Provide the data again in its entirety, exactly as given.
*** Opening Information supplied ***
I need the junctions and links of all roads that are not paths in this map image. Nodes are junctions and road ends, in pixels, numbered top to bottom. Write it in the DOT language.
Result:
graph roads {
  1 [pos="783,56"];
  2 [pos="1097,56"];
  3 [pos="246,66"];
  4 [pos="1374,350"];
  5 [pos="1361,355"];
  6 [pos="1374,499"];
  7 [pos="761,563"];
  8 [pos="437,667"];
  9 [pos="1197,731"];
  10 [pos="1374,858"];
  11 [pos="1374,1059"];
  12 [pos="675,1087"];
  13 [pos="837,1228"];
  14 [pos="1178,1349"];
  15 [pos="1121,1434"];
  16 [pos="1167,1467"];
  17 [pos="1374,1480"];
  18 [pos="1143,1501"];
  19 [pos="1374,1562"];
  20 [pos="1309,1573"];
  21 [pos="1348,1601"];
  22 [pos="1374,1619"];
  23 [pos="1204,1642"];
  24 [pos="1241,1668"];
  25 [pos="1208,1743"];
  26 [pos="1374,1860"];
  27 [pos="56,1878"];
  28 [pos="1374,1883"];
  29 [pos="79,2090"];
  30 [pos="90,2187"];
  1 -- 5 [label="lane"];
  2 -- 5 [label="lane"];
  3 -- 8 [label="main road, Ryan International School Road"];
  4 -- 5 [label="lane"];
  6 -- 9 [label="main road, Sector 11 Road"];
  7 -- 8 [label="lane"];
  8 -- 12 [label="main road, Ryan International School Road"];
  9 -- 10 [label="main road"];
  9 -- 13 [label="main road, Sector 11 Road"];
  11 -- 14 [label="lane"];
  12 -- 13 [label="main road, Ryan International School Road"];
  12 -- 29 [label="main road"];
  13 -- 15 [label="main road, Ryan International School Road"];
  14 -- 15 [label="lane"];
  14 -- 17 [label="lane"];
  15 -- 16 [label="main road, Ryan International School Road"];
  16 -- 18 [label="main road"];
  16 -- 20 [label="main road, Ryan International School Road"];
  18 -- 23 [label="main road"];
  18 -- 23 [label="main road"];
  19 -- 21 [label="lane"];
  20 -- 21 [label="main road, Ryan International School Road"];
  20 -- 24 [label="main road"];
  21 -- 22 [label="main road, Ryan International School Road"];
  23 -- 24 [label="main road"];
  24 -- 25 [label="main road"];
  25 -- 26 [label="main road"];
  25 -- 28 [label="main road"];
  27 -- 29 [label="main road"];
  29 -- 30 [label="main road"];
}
*** Closing Information supplied ***
**Result**
I need the junctions and links of all roads that are not paths in this map image. Nodes are junctions and road ends, in pixels, numbered top to bottom. Write it in the DOT language.
Result:
graph roads {
  1 [pos="783,56"];
  2 [pos="1097,56"];
  3 [pos="246,66"];
  4 [pos="1374,350"];
  5 [pos="1361,355"];
  6 [pos="1374,499"];
  7 [pos="761,563"];
  8 [pos="437,667"];
  9 [pos="1197,731"];
  10 [pos="1374,858"];
  11 [pos="1374,1059"];
  12 [pos="675,1087"];
  13 [pos="837,1228"];
  14 [pos="1178,1349"];
  15 [pos="1121,1434"];
  16 [pos="1167,1467"];
  17 [pos="1374,1480"];
  18 [pos="1143,1501"];
  19 [pos="1374,1562"];
  20 [pos="1309,1573"];
  21 [pos="1348,1601"];
  22 [pos="1374,1619"];
  23 [pos="1204,1642"];
  24 [pos="1241,1668"];
  25 [pos="1208,1743"];
  26 [pos="1374,1860"];
  27 [pos="56,1878"];
  28 [pos="1374,1883"];
  29 [pos="79,2090"];
  30 [pos="90,2187"];
  1 -- 5 [label="lane"];
  2 -- 5 [label="lane"];
  3 -- 8 [label="main road, Ryan International School Road"];
  4 -- 5 [label="lane"];
  6 -- 9 [label="main road, Sector 11 Road"];
  7 -- 8 [label="lane"];
  8 -- 12 [label="main road, Ryan International School Road"];
  9 -- 10 [label="main road"];
  9 -- 13 [label="main road, Sector 11 Road"];
  11 -- 14 [label="lane"];
  12 -- 13 [label="main road, Ryan International School Road"];
  12 -- 29 [label="main road"];
  13 -- 15 [label="main road, Ryan International School Road"];
  14 -- 15 [label="lane"];
  14 -- 17 [label="lane"];
  15 -- 16 [label="main road, Ryan International School Road"];
  16 -- 18 [label="main road"];
  16 -- 20 [label="main road, Ryan International School Road"];
  18 -- 23 [label="main road"];
  18 -- 23 [label="main road"];
  19 -- 21 [label="lane"];
  20 -- 21 [label="main road, Ryan International School Road"];
  20 -- 24 [label="main road"];
  21 -- 22 [label="main road, Ryan International School Road"];
  23 -- 24 [label="main road"];
  24 -- 25 [label="main road"];
  25 -- 26 [label="main road"];
  25 -- 28 [label="main road"];
  27 -- 29 [label="main road"];
  29 -- 30 [label="main road"];
}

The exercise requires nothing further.